[Given data Boundary: Start]
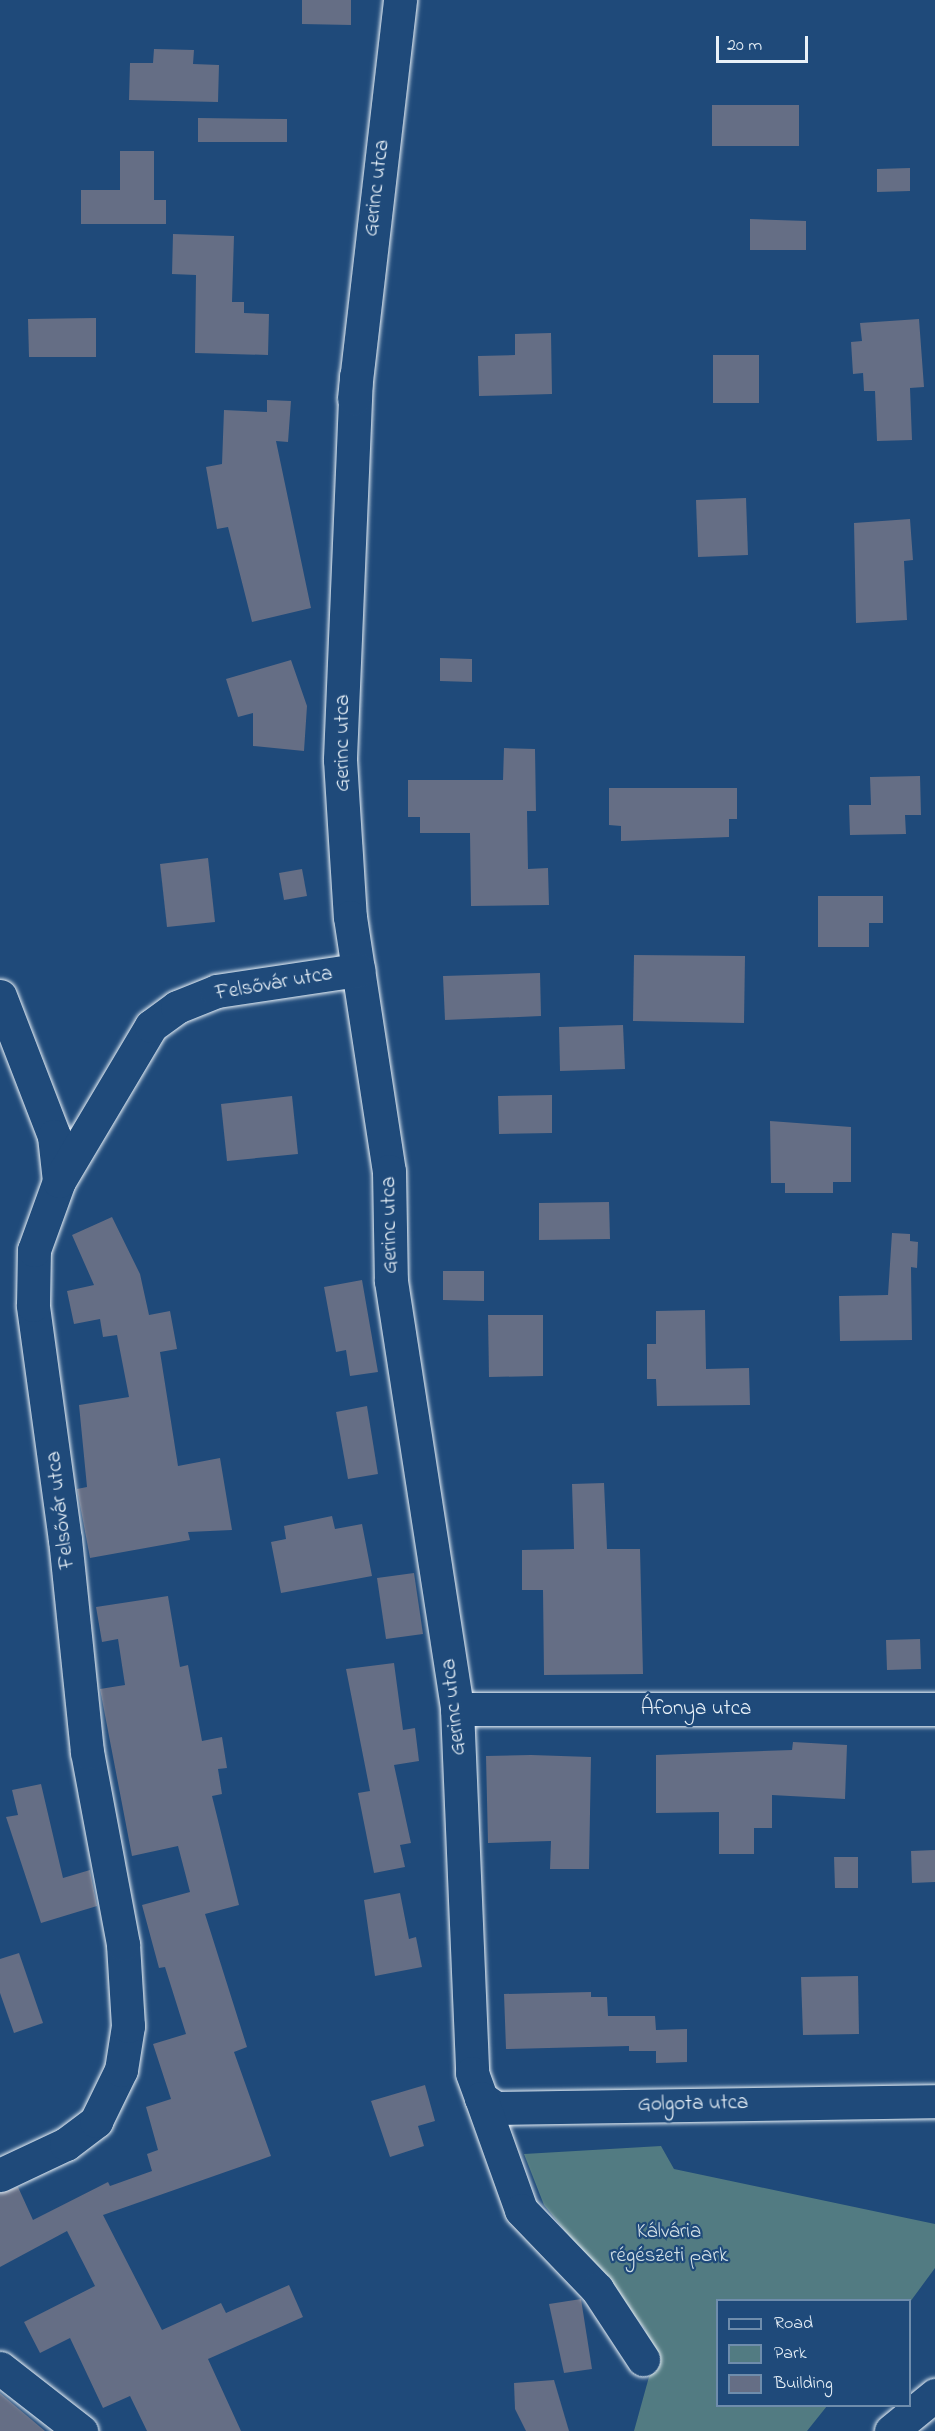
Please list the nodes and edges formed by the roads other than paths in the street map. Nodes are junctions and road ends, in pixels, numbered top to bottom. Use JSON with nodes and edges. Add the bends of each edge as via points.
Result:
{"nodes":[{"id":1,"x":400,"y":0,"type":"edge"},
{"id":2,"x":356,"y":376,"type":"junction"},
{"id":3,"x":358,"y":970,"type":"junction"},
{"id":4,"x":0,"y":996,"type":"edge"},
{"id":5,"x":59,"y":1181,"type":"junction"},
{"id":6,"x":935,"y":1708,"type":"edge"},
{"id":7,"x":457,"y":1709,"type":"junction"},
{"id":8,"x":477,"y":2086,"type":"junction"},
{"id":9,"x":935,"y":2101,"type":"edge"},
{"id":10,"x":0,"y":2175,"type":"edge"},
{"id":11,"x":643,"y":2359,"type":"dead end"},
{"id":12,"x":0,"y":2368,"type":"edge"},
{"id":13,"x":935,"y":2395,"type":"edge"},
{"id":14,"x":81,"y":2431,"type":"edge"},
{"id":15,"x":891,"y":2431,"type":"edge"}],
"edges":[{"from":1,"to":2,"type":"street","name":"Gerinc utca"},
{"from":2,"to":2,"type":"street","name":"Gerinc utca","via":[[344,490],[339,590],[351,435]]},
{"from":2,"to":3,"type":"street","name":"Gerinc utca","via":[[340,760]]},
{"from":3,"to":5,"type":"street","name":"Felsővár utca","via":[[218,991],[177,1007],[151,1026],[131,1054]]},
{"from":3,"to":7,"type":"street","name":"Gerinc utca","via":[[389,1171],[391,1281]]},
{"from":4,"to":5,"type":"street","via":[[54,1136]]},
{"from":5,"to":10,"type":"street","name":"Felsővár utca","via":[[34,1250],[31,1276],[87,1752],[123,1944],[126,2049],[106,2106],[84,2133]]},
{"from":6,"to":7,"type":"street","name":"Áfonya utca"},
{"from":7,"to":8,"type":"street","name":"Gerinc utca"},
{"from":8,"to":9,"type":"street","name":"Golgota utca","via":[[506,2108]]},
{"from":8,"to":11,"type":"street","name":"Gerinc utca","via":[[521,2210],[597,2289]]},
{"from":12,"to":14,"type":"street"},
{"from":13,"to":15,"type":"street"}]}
[Given data Boundary: End]
[Given data Boundary: Start]
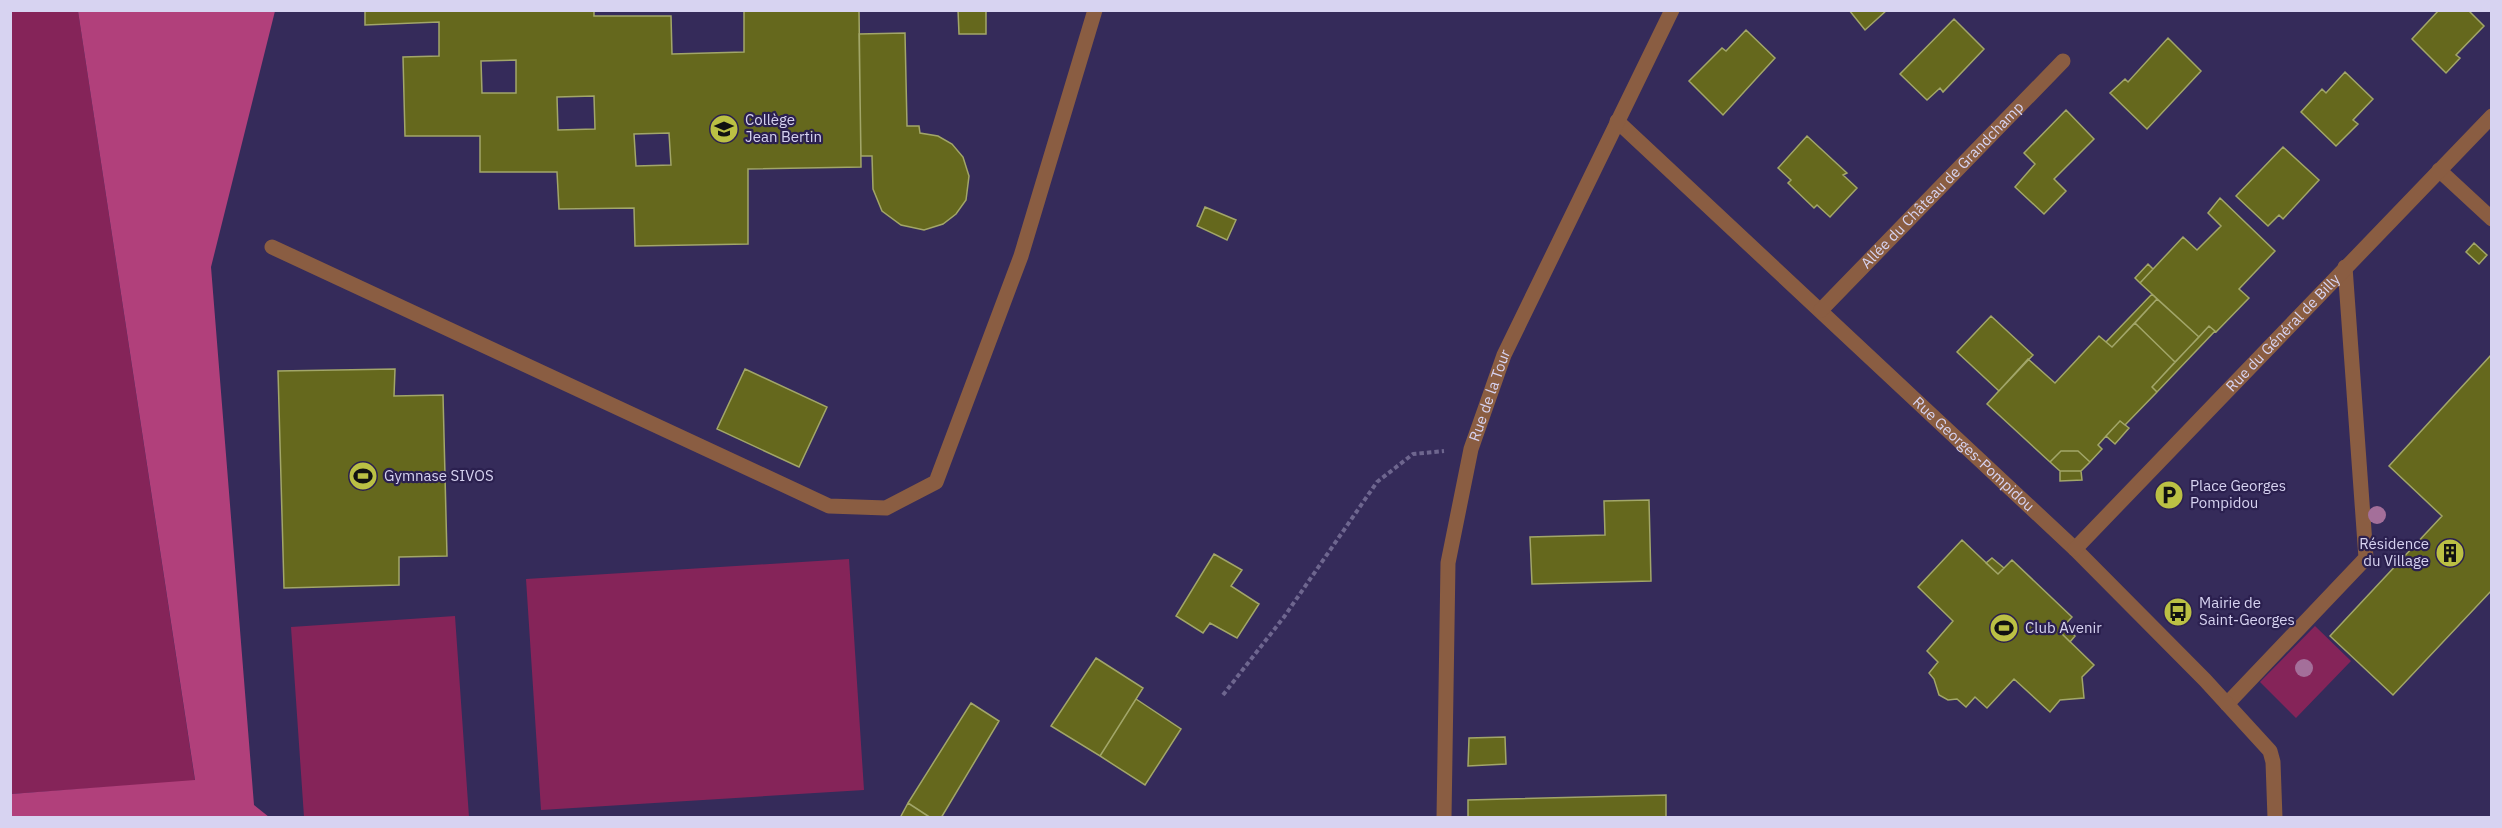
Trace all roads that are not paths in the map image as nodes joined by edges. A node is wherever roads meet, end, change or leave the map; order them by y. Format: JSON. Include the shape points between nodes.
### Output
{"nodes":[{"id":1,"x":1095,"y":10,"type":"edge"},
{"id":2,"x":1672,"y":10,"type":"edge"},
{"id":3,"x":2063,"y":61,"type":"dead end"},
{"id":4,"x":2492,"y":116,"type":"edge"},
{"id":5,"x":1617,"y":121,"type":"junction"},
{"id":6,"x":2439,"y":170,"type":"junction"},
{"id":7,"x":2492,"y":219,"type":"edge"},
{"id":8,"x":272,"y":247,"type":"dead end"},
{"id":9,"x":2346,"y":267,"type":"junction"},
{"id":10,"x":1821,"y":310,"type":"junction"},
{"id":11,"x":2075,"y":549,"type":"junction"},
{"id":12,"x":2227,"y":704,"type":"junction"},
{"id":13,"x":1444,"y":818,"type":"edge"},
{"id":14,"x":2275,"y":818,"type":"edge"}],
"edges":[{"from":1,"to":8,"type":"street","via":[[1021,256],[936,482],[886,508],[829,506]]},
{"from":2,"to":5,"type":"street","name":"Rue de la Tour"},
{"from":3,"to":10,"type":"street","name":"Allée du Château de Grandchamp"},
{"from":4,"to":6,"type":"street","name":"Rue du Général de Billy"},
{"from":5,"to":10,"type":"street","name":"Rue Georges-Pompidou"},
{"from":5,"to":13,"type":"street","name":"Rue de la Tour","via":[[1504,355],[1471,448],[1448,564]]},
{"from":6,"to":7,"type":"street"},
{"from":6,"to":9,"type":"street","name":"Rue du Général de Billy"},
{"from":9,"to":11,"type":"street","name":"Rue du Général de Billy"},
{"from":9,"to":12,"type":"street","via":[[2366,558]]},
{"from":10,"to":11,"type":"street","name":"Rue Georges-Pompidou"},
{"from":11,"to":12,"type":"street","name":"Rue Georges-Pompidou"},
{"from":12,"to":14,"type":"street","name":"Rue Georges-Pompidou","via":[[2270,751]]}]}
[Given data Boundary: End]
[Given data Boundary: Start]
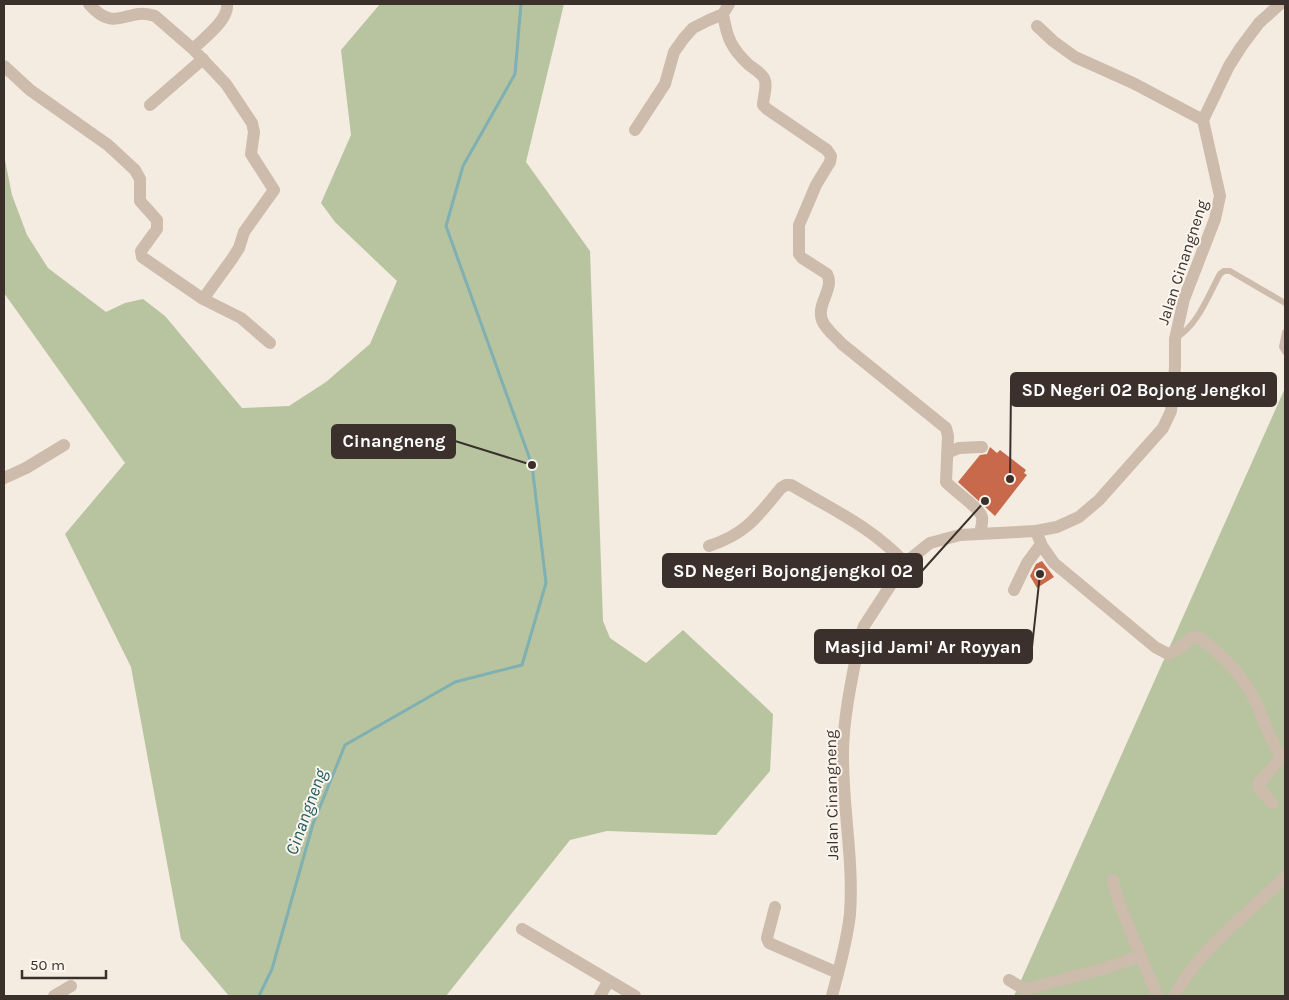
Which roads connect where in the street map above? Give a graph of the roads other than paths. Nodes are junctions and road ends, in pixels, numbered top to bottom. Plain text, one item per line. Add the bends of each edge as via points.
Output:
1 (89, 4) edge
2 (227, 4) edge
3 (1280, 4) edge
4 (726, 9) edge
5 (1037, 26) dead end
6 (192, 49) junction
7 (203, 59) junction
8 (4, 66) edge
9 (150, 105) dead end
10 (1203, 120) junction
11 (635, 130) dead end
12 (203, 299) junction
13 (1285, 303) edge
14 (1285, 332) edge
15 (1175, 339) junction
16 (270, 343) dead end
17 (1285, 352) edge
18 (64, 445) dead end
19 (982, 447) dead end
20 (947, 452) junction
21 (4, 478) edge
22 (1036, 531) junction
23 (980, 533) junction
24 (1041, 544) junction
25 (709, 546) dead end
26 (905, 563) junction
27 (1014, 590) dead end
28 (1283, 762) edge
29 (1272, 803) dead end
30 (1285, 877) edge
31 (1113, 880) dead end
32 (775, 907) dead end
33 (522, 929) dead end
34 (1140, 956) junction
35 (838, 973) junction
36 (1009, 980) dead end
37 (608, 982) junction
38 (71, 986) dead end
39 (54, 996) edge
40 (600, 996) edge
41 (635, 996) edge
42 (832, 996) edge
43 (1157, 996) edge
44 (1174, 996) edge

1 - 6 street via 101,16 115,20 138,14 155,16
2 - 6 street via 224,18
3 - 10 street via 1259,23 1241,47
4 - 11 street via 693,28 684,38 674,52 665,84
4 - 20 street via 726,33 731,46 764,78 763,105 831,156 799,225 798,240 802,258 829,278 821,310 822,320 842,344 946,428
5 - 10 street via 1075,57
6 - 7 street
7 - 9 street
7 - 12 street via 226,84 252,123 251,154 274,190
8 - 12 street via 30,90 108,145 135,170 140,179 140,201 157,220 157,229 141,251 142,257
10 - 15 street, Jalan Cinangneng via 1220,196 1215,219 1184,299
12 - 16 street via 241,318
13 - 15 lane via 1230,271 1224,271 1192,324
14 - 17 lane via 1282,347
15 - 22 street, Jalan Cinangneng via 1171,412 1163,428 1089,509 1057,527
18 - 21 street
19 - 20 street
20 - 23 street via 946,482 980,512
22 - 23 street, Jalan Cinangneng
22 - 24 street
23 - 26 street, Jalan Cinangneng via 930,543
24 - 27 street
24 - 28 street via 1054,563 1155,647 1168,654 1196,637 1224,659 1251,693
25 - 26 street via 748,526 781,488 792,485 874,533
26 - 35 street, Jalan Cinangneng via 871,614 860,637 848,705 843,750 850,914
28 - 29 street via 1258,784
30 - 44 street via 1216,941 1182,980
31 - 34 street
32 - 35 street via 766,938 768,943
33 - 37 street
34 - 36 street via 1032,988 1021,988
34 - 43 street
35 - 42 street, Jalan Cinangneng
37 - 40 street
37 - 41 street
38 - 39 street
[Given data Boundary: End]
Exercise requirements:
Above are the records. Copy every line in them holding "Felsővár".

Answer box:
{"from":3,"to":5,"type":"street","name":"Felsővár utca","via":[[218,991],[177,1007],[151,1026],[131,1054]]},
{"from":5,"to":10,"type":"street","name":"Felsővár utca","via":[[34,1250],[31,1276],[87,1752],[123,1944],[126,2049],[106,2106],[84,2133]]},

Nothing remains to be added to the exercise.